**RECORDS FOR THIS EXERCISE:**
________________________________________

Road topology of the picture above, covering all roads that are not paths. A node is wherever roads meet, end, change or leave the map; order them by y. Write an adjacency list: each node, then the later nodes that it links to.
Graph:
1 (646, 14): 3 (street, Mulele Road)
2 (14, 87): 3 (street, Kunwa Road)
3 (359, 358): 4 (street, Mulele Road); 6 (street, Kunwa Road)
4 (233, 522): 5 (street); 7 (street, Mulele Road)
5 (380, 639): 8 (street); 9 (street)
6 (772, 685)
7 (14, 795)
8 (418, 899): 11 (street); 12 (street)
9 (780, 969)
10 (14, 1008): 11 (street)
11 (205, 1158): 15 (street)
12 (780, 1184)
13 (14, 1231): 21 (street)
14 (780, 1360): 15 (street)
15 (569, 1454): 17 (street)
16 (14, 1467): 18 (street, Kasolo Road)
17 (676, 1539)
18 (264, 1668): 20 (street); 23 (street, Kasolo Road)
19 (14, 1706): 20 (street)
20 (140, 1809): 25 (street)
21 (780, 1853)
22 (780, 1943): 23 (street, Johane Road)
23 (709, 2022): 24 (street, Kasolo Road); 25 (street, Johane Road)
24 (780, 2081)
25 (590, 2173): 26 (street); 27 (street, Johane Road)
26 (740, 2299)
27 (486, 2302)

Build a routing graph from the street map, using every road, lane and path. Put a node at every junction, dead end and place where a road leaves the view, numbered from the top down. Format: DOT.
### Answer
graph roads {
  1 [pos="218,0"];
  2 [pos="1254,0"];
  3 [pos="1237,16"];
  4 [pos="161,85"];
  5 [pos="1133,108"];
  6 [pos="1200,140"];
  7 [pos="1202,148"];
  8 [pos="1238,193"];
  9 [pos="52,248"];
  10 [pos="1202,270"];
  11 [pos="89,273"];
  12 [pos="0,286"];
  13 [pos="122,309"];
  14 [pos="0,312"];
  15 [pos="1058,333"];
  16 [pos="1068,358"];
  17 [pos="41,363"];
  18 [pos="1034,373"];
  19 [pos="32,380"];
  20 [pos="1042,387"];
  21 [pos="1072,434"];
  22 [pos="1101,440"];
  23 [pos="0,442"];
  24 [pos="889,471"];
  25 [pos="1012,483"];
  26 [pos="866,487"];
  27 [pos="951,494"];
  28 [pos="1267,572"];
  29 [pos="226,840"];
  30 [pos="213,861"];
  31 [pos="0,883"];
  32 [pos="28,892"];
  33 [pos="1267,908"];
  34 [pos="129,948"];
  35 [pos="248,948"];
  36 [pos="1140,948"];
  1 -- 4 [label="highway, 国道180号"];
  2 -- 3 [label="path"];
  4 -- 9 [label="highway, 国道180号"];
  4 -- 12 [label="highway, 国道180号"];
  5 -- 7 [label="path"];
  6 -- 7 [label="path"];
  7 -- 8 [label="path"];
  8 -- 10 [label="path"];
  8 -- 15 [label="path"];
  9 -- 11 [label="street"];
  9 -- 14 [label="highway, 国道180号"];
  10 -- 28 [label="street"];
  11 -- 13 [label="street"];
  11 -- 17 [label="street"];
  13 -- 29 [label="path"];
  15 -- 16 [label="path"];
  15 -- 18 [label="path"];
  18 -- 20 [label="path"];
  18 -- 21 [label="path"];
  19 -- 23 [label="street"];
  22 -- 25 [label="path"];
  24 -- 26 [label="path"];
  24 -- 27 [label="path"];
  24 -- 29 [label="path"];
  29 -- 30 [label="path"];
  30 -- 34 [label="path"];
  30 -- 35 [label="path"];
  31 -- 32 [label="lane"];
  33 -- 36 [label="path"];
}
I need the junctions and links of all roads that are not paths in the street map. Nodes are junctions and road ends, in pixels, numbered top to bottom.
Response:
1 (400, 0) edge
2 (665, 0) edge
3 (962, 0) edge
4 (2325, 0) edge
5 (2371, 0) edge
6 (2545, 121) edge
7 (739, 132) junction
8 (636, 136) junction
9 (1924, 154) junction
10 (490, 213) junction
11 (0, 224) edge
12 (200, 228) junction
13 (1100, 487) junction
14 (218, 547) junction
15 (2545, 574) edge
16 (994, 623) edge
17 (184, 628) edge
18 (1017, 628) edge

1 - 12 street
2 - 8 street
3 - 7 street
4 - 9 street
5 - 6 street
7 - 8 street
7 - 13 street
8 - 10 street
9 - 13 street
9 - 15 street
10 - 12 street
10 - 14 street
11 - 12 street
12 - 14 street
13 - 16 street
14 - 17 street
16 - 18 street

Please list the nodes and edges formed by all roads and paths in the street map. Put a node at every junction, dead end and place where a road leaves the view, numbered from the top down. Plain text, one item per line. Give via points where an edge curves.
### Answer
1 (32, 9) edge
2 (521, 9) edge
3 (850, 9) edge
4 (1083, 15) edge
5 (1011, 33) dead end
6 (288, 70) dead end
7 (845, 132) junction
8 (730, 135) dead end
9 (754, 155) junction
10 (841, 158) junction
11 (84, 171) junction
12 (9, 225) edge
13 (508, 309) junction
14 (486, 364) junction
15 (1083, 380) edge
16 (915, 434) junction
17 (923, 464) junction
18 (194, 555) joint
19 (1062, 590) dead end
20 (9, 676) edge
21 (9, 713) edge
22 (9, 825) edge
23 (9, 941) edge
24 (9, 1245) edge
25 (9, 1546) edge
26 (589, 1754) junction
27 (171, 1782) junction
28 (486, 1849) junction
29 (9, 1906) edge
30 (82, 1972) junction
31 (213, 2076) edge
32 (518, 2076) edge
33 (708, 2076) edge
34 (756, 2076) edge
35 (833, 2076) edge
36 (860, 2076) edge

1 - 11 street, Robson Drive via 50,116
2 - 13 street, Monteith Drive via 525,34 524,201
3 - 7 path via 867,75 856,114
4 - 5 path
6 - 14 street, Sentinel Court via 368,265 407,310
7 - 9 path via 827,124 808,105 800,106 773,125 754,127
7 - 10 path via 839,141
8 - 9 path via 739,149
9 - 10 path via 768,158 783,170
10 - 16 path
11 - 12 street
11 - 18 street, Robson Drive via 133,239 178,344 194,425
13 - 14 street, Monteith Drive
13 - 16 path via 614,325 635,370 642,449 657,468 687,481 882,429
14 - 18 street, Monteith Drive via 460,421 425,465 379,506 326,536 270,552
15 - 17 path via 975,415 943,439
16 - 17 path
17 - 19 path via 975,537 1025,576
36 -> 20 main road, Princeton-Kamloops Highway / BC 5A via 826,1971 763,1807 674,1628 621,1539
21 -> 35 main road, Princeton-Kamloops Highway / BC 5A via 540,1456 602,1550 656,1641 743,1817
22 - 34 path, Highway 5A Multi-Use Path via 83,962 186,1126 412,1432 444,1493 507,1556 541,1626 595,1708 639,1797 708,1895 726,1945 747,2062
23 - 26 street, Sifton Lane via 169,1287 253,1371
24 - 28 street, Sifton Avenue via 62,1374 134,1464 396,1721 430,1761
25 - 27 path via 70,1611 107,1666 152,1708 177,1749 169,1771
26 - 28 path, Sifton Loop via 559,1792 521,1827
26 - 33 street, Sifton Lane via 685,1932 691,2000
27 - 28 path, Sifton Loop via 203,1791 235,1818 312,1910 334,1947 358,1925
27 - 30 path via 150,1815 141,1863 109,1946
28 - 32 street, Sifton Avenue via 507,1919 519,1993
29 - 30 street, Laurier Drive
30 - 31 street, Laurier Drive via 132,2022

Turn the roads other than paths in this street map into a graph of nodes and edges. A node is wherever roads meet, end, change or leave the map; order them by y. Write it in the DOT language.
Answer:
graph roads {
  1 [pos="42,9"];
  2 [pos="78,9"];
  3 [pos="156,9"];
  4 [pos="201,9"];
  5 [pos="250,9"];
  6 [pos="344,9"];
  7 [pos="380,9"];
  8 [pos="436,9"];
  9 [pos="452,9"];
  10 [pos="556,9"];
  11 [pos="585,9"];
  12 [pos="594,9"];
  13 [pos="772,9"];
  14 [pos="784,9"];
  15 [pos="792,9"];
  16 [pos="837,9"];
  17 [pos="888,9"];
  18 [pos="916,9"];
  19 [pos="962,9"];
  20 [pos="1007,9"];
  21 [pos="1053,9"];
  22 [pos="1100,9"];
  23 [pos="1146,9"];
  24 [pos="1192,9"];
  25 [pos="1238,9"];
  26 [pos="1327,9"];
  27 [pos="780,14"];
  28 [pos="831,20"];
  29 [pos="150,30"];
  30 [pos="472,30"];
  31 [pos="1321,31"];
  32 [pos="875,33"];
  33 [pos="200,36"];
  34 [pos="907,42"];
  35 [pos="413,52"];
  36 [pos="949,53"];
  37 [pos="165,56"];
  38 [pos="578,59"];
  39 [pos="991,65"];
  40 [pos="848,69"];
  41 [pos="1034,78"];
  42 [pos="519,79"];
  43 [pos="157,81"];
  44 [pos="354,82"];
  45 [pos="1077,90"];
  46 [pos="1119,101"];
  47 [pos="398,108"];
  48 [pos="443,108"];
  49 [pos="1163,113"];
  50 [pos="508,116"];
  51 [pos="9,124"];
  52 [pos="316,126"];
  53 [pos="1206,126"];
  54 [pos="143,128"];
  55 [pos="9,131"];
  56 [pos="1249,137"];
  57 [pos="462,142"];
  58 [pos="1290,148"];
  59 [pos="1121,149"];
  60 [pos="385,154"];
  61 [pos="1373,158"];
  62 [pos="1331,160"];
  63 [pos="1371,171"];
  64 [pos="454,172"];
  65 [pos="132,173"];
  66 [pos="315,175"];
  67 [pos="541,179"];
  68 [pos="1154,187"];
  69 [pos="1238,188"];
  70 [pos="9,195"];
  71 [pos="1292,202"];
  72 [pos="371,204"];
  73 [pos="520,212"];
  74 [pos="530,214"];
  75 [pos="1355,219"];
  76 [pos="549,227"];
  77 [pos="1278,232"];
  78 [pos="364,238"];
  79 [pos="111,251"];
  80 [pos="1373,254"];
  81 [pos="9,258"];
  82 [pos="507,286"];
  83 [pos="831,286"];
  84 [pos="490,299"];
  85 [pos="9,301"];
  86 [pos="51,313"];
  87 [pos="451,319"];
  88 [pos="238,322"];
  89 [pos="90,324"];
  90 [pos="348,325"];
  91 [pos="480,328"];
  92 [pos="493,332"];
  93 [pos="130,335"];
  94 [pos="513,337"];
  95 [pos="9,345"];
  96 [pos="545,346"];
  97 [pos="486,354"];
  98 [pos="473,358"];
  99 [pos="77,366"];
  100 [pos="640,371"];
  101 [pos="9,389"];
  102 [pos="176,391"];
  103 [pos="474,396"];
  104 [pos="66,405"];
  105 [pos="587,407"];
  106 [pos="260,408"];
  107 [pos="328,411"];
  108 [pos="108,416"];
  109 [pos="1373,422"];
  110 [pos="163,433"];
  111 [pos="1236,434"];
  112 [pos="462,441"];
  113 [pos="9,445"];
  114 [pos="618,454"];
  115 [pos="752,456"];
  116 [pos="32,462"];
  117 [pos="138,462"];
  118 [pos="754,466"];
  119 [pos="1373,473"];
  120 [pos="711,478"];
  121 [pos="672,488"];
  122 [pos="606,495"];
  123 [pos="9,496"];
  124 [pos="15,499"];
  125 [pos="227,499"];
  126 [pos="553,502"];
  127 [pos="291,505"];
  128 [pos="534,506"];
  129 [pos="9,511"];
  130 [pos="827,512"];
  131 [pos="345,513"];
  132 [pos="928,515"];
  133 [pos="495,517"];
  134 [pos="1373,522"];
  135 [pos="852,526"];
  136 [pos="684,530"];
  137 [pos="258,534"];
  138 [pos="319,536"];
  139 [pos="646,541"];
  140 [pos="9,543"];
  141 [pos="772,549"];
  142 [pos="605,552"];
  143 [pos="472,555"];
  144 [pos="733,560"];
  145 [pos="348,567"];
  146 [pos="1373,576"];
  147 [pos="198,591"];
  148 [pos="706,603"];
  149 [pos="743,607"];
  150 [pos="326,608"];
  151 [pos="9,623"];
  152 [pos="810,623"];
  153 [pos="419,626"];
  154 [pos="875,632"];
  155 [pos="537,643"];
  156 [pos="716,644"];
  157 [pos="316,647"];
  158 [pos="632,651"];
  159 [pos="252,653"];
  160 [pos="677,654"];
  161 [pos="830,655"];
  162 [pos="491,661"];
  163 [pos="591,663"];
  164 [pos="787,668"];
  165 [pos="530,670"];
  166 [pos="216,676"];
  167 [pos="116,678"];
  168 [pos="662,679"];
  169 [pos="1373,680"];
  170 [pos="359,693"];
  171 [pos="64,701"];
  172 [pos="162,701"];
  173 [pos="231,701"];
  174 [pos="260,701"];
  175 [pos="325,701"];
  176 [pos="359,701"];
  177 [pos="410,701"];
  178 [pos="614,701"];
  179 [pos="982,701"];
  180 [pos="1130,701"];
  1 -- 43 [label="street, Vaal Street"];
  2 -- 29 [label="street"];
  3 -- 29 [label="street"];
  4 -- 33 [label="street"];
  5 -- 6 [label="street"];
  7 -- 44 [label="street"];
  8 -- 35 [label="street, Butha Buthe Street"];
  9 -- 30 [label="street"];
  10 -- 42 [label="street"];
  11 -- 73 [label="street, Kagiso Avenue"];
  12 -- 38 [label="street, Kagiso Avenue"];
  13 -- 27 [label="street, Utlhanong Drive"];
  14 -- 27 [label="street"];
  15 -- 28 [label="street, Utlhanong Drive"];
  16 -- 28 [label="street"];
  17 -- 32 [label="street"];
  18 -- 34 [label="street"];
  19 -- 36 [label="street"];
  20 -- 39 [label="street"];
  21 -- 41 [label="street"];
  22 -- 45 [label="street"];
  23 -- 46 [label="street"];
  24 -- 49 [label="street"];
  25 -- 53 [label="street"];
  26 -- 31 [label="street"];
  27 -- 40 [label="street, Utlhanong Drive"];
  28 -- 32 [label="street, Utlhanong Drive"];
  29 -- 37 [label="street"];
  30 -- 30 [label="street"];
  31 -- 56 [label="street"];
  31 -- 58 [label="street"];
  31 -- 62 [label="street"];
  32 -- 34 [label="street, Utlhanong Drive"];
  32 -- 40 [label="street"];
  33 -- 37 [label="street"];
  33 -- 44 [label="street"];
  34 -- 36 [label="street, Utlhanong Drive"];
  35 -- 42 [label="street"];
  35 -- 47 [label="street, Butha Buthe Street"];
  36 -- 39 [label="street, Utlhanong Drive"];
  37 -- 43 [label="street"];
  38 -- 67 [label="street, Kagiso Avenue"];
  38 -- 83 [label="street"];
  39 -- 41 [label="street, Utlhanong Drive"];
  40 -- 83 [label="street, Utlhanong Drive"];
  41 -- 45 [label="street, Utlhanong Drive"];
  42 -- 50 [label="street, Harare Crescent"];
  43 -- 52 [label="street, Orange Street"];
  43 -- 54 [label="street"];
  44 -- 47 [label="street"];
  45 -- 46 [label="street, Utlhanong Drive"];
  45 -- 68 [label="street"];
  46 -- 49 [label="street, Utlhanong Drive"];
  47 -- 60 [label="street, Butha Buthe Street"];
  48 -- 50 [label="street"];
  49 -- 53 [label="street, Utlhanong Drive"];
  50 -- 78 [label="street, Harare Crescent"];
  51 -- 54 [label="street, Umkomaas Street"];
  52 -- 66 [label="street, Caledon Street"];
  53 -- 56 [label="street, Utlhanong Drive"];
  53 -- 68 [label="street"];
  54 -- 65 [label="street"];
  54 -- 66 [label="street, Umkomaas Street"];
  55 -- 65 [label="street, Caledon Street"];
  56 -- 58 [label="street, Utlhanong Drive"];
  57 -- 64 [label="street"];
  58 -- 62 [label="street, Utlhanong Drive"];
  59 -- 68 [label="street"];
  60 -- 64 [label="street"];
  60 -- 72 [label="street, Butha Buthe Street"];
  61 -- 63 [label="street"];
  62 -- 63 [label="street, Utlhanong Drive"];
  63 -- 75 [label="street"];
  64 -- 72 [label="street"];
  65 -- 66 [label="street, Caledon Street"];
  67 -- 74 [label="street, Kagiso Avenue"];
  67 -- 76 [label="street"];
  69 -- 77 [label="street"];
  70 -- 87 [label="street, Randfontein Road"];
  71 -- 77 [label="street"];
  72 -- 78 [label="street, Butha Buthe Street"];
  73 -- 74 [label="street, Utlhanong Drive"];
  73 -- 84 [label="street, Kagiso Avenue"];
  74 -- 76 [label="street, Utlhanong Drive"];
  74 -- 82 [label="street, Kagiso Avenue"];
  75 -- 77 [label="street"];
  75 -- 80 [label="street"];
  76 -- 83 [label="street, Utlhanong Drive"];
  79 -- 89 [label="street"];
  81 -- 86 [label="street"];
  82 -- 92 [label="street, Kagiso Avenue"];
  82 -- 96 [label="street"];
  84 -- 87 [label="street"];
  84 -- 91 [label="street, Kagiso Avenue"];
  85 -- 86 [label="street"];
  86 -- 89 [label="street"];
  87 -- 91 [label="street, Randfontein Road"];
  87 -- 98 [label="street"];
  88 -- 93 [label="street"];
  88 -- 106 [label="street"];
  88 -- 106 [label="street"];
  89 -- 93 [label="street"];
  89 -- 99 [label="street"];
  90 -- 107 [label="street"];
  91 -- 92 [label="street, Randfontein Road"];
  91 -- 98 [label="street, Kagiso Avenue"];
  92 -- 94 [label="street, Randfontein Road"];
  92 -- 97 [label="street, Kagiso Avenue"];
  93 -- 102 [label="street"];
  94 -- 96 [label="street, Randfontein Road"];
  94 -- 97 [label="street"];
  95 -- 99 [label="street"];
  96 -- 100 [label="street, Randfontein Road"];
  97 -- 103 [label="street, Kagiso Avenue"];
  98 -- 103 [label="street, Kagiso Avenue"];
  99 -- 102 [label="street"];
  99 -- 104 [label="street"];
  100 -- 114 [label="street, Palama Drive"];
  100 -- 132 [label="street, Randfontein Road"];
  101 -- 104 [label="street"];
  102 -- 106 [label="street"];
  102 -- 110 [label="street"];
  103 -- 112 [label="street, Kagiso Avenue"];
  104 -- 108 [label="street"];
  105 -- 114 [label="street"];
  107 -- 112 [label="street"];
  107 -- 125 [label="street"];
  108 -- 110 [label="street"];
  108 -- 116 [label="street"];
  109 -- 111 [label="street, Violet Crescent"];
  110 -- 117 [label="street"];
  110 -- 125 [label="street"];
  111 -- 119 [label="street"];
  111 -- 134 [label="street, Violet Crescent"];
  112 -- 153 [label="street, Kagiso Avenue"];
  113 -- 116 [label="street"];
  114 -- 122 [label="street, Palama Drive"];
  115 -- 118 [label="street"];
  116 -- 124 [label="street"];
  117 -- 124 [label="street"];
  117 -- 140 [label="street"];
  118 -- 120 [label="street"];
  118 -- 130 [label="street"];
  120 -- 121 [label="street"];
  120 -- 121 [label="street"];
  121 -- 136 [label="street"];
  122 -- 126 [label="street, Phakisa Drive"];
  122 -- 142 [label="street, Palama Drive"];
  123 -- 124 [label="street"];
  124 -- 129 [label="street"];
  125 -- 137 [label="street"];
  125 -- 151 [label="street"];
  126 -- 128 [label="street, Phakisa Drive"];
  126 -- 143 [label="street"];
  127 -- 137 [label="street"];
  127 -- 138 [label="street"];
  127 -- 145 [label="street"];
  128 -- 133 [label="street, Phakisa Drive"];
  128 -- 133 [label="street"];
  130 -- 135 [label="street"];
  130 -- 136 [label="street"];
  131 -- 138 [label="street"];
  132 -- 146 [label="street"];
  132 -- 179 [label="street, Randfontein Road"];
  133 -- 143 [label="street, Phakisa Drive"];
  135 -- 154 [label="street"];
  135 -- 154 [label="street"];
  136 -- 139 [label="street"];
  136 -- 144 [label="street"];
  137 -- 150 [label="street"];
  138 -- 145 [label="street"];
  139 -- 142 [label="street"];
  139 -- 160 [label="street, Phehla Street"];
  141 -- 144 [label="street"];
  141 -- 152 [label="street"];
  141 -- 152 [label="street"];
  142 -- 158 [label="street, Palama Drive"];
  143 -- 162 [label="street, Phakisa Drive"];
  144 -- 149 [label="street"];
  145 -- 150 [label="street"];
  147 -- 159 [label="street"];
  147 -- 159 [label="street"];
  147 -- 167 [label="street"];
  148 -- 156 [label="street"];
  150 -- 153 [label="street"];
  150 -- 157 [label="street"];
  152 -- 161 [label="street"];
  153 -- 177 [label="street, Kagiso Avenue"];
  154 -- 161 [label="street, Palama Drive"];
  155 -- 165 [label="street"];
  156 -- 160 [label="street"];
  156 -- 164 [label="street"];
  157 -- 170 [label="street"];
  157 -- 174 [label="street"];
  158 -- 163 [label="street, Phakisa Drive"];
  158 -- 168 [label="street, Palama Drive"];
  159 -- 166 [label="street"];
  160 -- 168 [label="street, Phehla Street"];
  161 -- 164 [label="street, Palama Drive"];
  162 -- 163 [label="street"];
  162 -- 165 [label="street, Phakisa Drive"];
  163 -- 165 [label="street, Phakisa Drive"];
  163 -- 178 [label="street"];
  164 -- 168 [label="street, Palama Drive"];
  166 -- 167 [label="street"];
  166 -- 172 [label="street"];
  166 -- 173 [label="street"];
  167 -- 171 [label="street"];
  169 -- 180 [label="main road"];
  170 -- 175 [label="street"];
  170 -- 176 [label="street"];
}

________________________________________

**EXERCISE DETAILS:**
Check each line in the entries above for the string "Phehla", then give the number of matching lines alone.

**TASK ANSWER:**
2